Copy out each line in the material below that has the word "graph".

* [INPUT RECORDS]:

'''

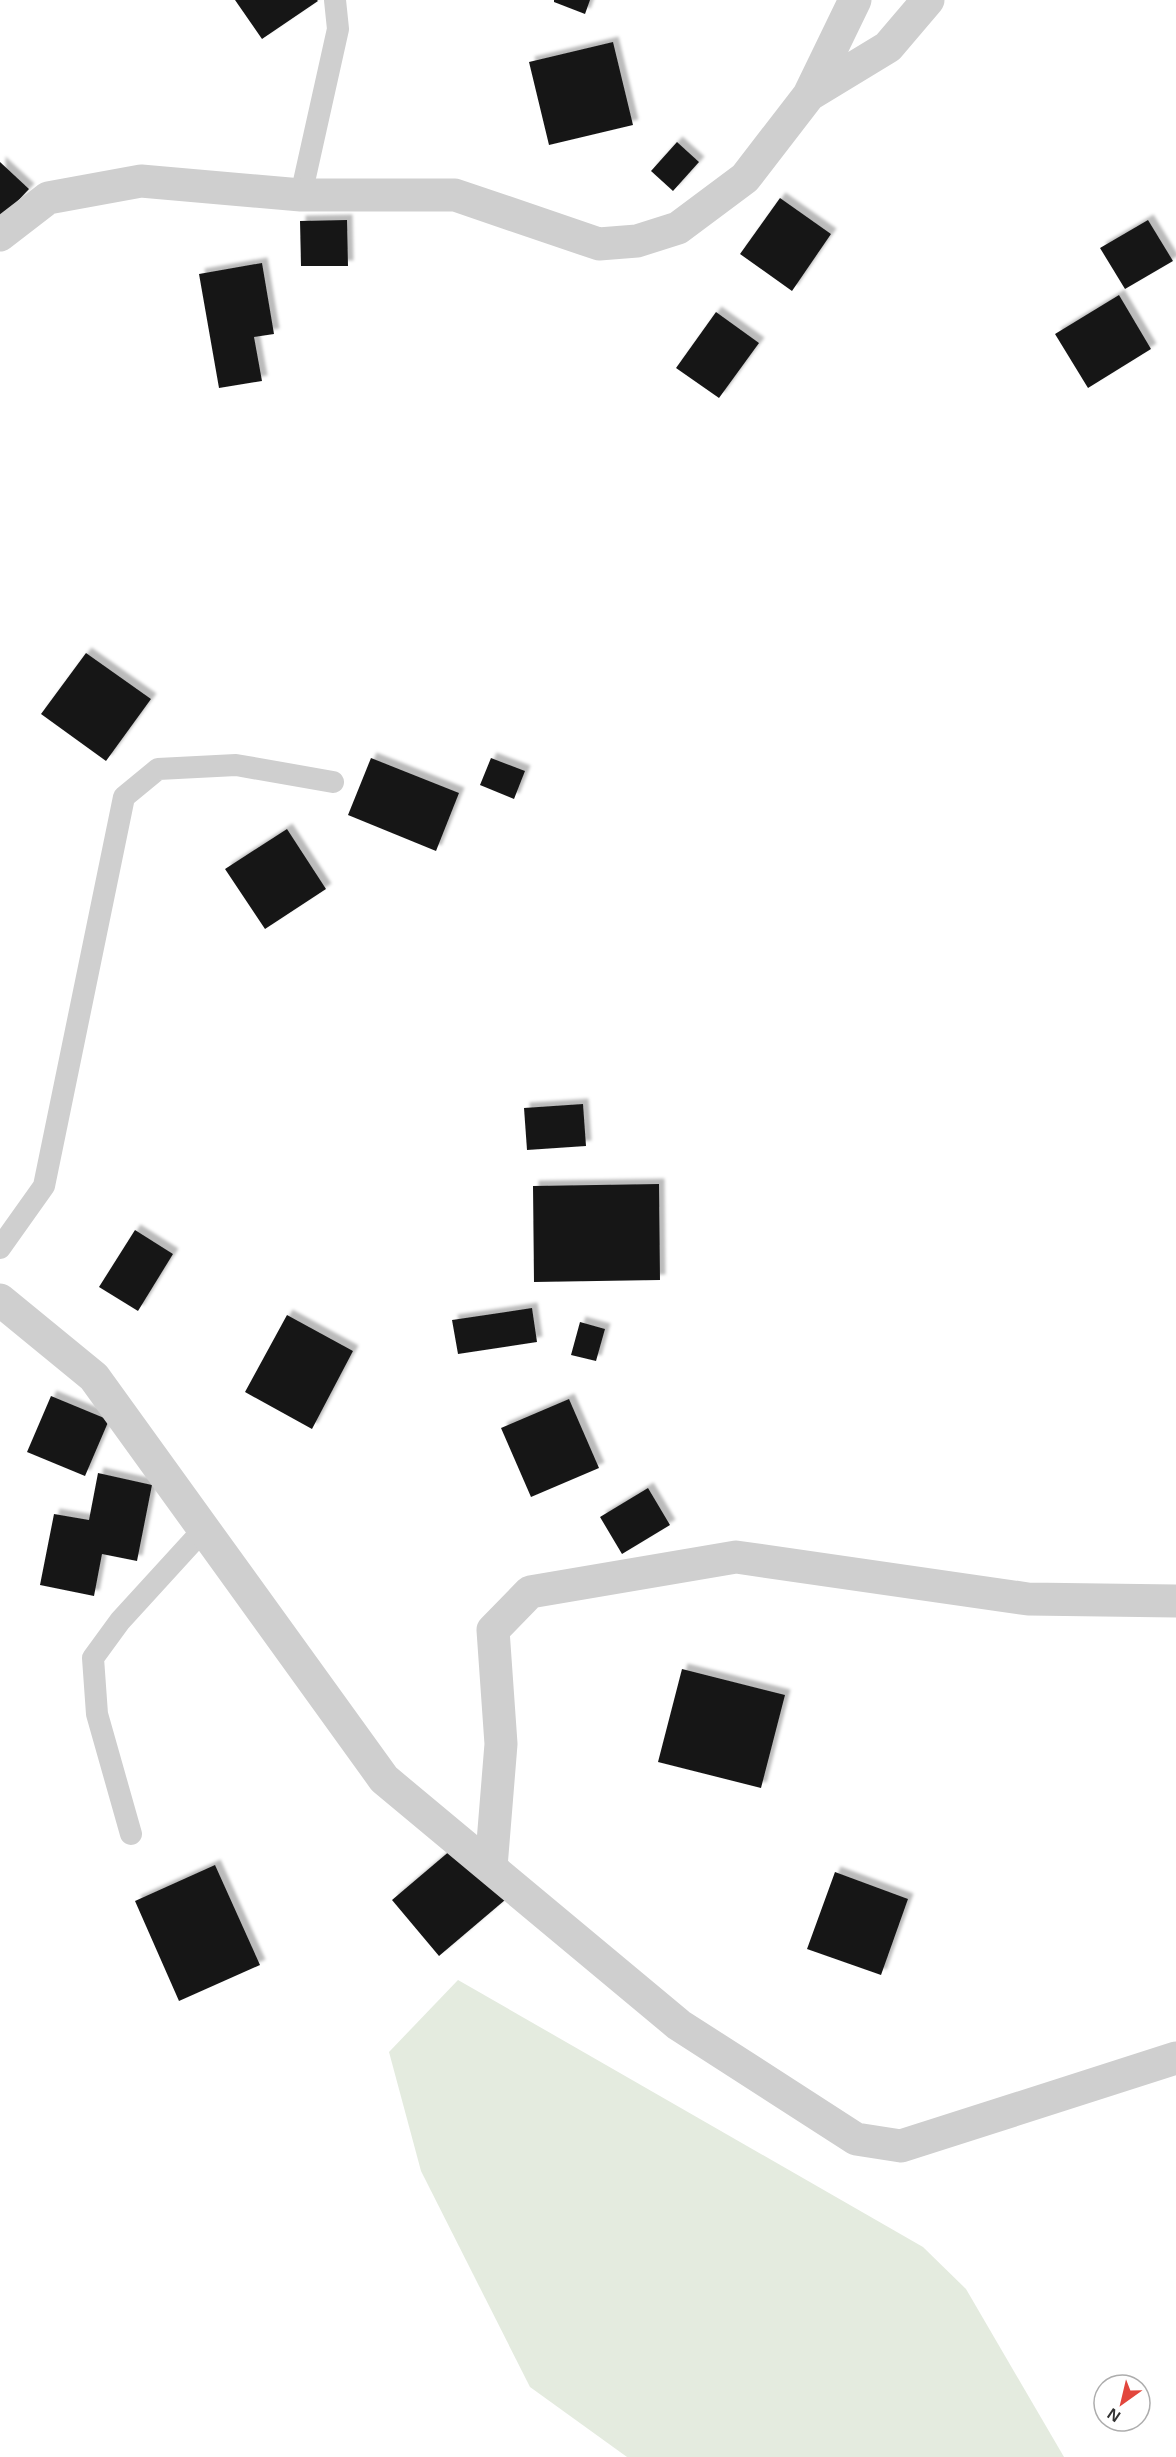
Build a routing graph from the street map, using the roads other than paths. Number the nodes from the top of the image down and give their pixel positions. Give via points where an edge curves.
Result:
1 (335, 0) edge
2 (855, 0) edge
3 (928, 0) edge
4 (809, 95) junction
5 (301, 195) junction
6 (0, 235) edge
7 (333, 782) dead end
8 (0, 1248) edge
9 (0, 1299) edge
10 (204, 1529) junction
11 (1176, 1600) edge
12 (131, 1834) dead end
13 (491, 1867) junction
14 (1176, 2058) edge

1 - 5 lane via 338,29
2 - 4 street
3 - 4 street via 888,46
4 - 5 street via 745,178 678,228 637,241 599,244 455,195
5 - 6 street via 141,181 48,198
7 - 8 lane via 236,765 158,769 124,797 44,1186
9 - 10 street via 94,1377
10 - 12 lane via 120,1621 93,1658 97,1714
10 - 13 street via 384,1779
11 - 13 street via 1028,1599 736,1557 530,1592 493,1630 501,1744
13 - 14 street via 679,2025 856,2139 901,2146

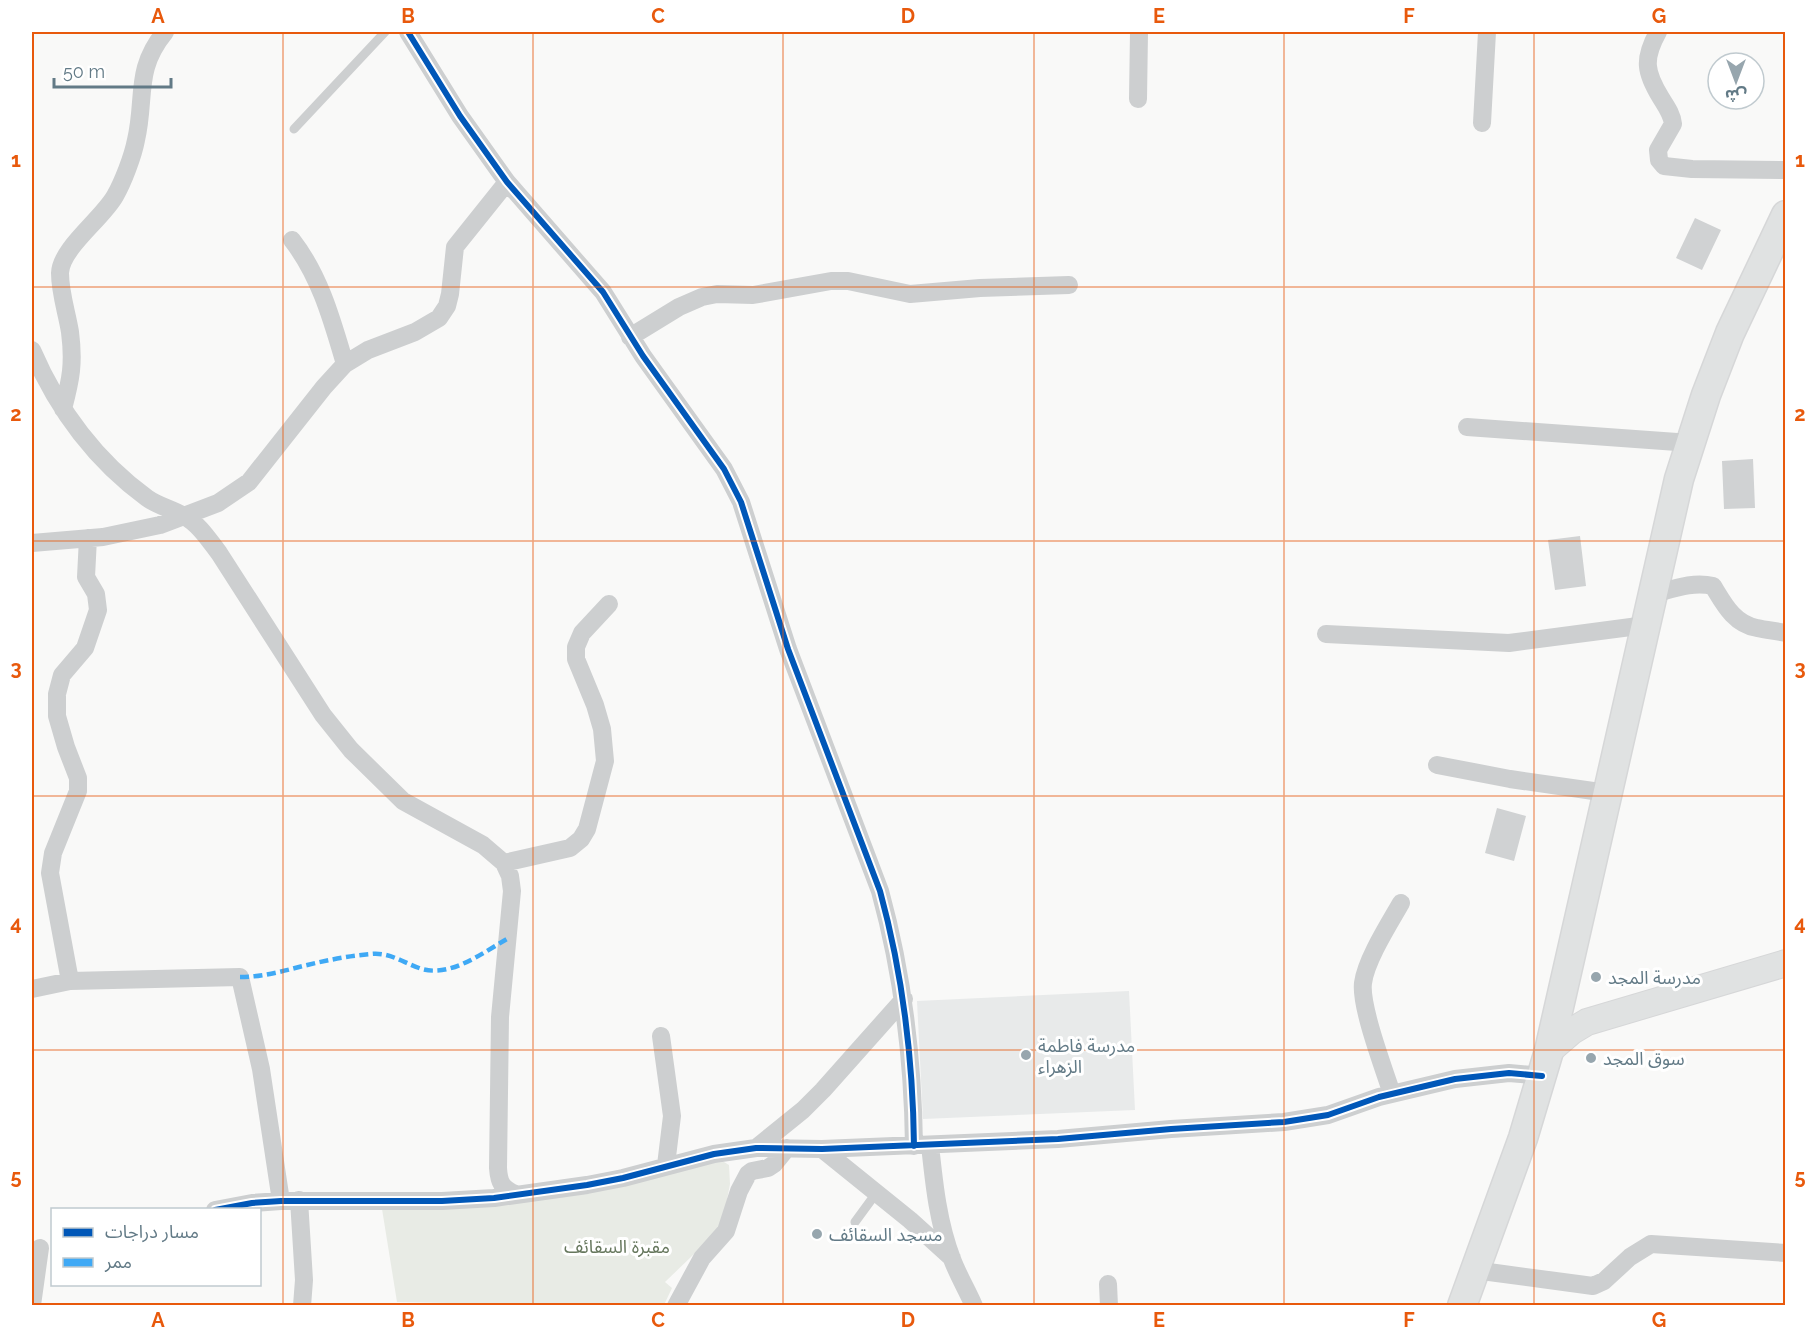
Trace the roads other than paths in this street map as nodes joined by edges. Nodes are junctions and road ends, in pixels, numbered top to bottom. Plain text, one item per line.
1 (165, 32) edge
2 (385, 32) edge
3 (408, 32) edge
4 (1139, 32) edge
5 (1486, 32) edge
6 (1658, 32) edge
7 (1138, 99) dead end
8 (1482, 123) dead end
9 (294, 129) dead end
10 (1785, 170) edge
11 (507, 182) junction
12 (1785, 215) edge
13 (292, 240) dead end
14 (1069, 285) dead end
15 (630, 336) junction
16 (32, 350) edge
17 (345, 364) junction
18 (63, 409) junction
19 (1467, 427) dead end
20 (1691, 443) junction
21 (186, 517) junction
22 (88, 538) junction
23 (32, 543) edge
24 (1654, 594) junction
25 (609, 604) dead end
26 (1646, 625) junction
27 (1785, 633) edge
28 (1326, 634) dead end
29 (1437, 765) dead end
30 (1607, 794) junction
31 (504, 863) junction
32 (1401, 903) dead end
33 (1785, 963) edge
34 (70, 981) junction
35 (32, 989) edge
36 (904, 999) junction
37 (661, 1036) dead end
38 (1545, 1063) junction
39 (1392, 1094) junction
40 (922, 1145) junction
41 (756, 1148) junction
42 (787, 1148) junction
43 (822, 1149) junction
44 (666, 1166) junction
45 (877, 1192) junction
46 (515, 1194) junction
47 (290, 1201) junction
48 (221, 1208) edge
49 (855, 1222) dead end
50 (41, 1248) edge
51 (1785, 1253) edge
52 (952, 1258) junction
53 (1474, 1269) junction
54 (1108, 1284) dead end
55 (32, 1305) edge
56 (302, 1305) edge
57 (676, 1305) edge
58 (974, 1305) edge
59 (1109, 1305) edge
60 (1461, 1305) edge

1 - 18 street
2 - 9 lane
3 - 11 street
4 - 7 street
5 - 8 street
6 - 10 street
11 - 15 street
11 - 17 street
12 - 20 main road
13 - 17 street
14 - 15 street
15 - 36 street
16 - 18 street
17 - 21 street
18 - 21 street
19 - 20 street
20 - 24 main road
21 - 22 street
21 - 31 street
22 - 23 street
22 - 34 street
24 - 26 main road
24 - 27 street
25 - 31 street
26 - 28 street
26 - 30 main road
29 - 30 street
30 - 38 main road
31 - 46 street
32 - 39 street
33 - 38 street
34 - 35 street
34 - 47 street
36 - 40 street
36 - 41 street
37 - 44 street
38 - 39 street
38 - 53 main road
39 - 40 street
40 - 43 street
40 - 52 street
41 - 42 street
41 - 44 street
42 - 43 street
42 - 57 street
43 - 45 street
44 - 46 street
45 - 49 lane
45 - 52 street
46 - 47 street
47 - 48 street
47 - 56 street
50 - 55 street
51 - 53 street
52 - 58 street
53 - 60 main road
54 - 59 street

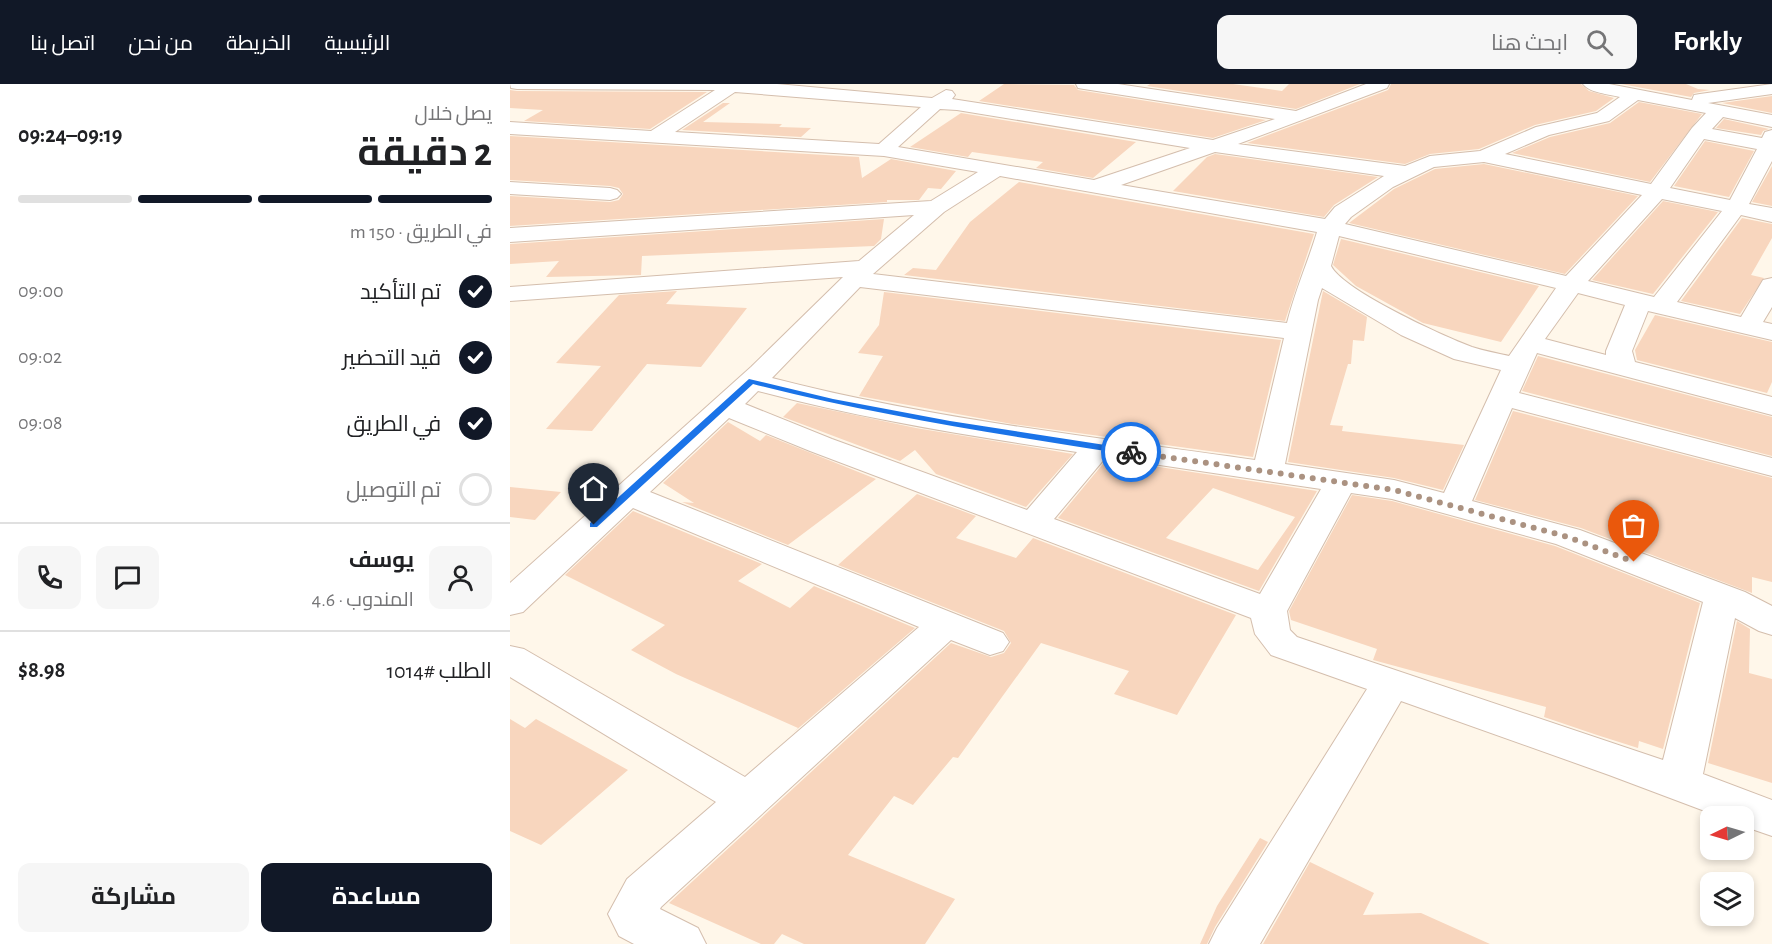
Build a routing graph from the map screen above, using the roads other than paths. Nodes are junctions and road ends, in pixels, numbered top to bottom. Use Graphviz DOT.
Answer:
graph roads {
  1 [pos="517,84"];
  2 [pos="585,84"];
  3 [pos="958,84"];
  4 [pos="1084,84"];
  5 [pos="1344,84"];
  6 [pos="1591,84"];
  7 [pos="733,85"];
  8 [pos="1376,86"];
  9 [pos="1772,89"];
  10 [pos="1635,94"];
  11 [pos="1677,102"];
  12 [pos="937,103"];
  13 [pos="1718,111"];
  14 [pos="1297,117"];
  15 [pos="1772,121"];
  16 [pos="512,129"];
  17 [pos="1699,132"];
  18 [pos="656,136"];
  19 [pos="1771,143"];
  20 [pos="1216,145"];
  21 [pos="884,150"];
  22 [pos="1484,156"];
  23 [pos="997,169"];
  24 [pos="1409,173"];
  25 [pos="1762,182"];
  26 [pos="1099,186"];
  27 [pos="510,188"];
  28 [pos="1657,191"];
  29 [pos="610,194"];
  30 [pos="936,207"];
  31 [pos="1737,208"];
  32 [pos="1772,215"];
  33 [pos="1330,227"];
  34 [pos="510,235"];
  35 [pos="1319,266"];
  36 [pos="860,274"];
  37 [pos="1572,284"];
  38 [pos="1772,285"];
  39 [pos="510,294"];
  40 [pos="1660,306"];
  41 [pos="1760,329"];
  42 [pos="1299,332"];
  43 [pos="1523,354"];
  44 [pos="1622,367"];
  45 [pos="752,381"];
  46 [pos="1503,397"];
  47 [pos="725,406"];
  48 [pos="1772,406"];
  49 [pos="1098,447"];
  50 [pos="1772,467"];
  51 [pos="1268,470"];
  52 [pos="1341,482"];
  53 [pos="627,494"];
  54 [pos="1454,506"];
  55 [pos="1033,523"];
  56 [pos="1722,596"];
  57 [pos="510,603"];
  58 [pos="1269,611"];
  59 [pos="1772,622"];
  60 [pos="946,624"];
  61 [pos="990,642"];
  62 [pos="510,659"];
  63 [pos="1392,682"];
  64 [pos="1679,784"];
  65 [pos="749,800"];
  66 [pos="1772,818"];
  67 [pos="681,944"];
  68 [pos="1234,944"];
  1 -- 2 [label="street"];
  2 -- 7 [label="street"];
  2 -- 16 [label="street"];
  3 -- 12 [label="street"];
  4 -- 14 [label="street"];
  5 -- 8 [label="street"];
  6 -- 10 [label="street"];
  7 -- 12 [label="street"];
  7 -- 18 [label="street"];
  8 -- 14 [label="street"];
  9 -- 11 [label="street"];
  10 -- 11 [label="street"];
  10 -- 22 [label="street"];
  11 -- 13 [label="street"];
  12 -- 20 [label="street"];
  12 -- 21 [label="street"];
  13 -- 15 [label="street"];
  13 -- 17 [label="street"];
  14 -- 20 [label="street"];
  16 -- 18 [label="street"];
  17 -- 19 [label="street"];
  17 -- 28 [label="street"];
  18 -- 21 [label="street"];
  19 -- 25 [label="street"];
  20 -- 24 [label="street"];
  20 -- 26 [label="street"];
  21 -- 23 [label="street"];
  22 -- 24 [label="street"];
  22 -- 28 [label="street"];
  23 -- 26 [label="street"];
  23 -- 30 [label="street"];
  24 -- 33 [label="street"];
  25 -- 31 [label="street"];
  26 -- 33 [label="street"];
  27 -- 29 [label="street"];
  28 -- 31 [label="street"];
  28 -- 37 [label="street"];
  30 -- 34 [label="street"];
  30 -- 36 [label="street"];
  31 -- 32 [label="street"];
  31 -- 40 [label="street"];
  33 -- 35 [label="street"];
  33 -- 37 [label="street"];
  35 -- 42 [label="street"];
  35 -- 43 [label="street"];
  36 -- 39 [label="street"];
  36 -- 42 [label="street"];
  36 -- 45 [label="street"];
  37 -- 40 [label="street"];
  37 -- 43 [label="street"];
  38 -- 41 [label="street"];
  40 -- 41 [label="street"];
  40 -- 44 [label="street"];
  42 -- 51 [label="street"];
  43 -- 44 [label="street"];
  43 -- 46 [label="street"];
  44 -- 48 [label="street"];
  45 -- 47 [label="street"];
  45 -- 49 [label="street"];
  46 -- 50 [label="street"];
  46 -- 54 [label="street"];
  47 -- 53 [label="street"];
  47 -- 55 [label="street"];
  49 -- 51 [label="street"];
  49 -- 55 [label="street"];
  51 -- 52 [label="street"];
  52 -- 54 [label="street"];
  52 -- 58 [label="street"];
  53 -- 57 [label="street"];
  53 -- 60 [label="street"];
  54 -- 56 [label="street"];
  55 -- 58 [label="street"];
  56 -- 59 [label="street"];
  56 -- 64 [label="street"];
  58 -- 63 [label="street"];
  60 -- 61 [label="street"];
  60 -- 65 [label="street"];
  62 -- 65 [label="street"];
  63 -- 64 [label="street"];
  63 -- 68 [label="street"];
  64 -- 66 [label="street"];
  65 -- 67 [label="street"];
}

'''

* [ANSWER AREA]:
Build a routing graph from the street map, using the roads other than paths. Number the nodes from the top of the image down and give their pixel positions. Give via points where an edge curves.
Build a routing graph from the map screen above, using the roads other than paths. Nodes are junctions and road ends, in pixels, numbered top to bottom. Use Graphviz DOT.
graph roads {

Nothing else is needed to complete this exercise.